§ **About this exercise**:
What is needed is an exact copy of the entries below, from the line that contains "Turn all roads" through the final line, both included, and nothing else.
*** Source data Section Begins ***
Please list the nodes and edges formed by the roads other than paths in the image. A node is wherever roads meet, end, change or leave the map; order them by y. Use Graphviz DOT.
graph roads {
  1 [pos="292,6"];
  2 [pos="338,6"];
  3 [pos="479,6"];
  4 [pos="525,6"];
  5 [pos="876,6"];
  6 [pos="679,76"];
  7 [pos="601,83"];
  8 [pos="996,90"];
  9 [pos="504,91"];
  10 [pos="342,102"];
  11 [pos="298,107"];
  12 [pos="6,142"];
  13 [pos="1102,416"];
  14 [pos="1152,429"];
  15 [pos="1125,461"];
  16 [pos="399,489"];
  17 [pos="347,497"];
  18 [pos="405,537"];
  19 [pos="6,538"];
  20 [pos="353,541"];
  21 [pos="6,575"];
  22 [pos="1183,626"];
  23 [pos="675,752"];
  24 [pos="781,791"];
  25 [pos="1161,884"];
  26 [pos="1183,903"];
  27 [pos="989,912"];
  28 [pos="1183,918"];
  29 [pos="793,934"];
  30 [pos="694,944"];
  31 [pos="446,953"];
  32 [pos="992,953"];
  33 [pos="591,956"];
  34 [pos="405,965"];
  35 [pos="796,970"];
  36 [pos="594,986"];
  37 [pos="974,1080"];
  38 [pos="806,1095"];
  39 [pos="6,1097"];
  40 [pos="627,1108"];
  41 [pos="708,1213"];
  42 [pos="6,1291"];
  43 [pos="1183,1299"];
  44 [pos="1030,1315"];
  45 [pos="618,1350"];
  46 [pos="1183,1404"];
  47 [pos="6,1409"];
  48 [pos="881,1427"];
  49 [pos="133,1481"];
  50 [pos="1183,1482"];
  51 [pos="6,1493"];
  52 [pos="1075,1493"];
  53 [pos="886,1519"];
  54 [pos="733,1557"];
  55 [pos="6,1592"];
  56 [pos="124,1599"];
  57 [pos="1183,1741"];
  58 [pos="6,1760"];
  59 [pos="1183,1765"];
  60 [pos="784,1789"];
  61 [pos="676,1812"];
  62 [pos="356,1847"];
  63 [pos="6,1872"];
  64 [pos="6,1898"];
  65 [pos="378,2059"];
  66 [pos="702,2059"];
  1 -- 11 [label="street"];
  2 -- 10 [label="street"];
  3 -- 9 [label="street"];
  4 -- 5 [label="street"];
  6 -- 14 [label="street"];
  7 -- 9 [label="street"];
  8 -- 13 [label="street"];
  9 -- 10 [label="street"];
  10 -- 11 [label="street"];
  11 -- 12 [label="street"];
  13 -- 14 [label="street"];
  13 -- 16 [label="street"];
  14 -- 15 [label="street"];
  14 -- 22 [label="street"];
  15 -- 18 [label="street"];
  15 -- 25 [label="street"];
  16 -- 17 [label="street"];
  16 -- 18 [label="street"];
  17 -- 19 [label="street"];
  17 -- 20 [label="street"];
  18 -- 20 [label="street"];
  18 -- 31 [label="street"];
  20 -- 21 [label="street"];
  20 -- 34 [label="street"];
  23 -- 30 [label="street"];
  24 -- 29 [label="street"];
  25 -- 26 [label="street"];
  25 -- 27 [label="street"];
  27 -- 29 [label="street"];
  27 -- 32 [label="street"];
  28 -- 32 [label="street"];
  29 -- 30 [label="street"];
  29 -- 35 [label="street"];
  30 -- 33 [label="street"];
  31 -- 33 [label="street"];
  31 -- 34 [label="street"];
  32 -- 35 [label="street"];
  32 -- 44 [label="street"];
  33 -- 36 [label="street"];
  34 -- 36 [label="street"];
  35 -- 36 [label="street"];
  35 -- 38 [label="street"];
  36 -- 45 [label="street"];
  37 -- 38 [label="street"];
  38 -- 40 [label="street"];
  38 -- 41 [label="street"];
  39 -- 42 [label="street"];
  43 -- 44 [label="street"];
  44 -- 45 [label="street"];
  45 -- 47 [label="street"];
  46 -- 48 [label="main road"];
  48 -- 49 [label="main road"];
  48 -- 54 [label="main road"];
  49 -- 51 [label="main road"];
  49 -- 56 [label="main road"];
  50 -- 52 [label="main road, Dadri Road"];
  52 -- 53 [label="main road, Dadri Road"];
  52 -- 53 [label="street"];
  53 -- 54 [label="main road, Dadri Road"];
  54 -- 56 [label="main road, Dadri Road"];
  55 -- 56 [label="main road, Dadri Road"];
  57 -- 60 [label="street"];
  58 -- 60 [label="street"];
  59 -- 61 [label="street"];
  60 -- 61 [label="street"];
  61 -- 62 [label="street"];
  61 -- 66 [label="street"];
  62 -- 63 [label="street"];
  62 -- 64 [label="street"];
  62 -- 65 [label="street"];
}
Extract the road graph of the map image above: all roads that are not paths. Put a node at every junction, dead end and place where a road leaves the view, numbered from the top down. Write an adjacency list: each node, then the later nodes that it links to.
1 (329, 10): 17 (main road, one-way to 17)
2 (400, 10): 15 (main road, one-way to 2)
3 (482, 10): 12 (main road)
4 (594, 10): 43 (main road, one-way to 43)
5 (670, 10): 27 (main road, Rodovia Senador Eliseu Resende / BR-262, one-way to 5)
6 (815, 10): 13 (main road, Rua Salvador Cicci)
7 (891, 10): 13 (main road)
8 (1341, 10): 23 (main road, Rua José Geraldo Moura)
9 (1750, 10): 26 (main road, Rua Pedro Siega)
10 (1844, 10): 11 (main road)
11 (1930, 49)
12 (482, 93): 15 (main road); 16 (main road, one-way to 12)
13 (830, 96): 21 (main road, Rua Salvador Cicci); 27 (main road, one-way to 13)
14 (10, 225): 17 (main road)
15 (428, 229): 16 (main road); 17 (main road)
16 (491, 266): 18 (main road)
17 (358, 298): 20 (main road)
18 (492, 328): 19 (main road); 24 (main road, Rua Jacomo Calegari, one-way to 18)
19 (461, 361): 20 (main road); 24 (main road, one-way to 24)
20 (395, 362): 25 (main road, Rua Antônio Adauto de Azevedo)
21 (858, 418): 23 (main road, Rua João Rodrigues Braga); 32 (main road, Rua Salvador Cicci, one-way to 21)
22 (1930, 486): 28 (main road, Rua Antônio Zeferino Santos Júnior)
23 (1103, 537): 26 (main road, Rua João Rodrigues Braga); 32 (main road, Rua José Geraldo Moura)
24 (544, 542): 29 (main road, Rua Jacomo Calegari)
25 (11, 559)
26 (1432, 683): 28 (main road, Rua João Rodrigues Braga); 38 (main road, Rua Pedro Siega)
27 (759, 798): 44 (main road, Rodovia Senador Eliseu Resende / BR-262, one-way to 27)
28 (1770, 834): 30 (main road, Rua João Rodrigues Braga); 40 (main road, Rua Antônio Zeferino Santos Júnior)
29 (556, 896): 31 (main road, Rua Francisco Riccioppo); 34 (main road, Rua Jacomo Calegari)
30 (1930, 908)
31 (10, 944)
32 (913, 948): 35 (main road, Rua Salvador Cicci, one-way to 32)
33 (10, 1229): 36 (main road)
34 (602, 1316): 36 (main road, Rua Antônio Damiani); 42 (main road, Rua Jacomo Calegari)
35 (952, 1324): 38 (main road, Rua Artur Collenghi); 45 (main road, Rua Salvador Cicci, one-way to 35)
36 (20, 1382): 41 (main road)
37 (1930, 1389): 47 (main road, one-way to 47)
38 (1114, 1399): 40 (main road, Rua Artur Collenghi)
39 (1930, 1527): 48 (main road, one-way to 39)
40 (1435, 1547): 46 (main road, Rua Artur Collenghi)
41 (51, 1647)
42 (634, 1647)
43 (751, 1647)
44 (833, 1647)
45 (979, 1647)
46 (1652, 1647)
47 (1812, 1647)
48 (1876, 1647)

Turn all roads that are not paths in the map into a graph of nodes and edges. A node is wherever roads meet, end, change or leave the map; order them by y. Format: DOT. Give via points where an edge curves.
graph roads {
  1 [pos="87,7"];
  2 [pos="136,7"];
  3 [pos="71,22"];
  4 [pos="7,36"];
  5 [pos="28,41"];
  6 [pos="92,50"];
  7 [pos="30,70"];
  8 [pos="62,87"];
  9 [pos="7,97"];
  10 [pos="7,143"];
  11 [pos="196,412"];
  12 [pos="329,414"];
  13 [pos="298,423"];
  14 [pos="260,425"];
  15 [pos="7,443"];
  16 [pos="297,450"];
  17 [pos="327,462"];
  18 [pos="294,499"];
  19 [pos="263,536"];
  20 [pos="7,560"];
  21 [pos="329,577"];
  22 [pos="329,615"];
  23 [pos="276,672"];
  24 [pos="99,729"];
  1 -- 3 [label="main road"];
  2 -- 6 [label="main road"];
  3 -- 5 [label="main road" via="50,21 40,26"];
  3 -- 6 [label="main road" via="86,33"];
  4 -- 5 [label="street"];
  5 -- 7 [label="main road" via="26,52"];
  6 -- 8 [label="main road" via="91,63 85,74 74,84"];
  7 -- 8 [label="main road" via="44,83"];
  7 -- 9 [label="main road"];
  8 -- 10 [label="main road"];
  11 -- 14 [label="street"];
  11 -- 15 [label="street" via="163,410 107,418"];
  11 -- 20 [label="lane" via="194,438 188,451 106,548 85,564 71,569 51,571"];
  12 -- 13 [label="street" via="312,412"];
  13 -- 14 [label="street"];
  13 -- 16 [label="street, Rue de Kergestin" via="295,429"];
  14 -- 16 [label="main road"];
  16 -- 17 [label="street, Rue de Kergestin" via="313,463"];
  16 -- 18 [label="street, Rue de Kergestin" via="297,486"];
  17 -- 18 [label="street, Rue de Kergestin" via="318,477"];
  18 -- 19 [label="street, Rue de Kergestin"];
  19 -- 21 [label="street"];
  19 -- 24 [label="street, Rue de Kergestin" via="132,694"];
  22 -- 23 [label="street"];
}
*** Source data Section Ends ***
§ **Solution to the exercise**:
Turn all roads that are not paths in the map into a graph of nodes and edges. A node is wherever roads meet, end, change or leave the map; order them by y. Format: DOT. Give via points where an edge curves.
graph roads {
  1 [pos="87,7"];
  2 [pos="136,7"];
  3 [pos="71,22"];
  4 [pos="7,36"];
  5 [pos="28,41"];
  6 [pos="92,50"];
  7 [pos="30,70"];
  8 [pos="62,87"];
  9 [pos="7,97"];
  10 [pos="7,143"];
  11 [pos="196,412"];
  12 [pos="329,414"];
  13 [pos="298,423"];
  14 [pos="260,425"];
  15 [pos="7,443"];
  16 [pos="297,450"];
  17 [pos="327,462"];
  18 [pos="294,499"];
  19 [pos="263,536"];
  20 [pos="7,560"];
  21 [pos="329,577"];
  22 [pos="329,615"];
  23 [pos="276,672"];
  24 [pos="99,729"];
  1 -- 3 [label="main road"];
  2 -- 6 [label="main road"];
  3 -- 5 [label="main road" via="50,21 40,26"];
  3 -- 6 [label="main road" via="86,33"];
  4 -- 5 [label="street"];
  5 -- 7 [label="main road" via="26,52"];
  6 -- 8 [label="main road" via="91,63 85,74 74,84"];
  7 -- 8 [label="main road" via="44,83"];
  7 -- 9 [label="main road"];
  8 -- 10 [label="main road"];
  11 -- 14 [label="street"];
  11 -- 15 [label="street" via="163,410 107,418"];
  11 -- 20 [label="lane" via="194,438 188,451 106,548 85,564 71,569 51,571"];
  12 -- 13 [label="street" via="312,412"];
  13 -- 14 [label="street"];
  13 -- 16 [label="street, Rue de Kergestin" via="295,429"];
  14 -- 16 [label="main road"];
  16 -- 17 [label="street, Rue de Kergestin" via="313,463"];
  16 -- 18 [label="street, Rue de Kergestin" via="297,486"];
  17 -- 18 [label="street, Rue de Kergestin" via="318,477"];
  18 -- 19 [label="street, Rue de Kergestin"];
  19 -- 21 [label="street"];
  19 -- 24 [label="street, Rue de Kergestin" via="132,694"];
  22 -- 23 [label="street"];
}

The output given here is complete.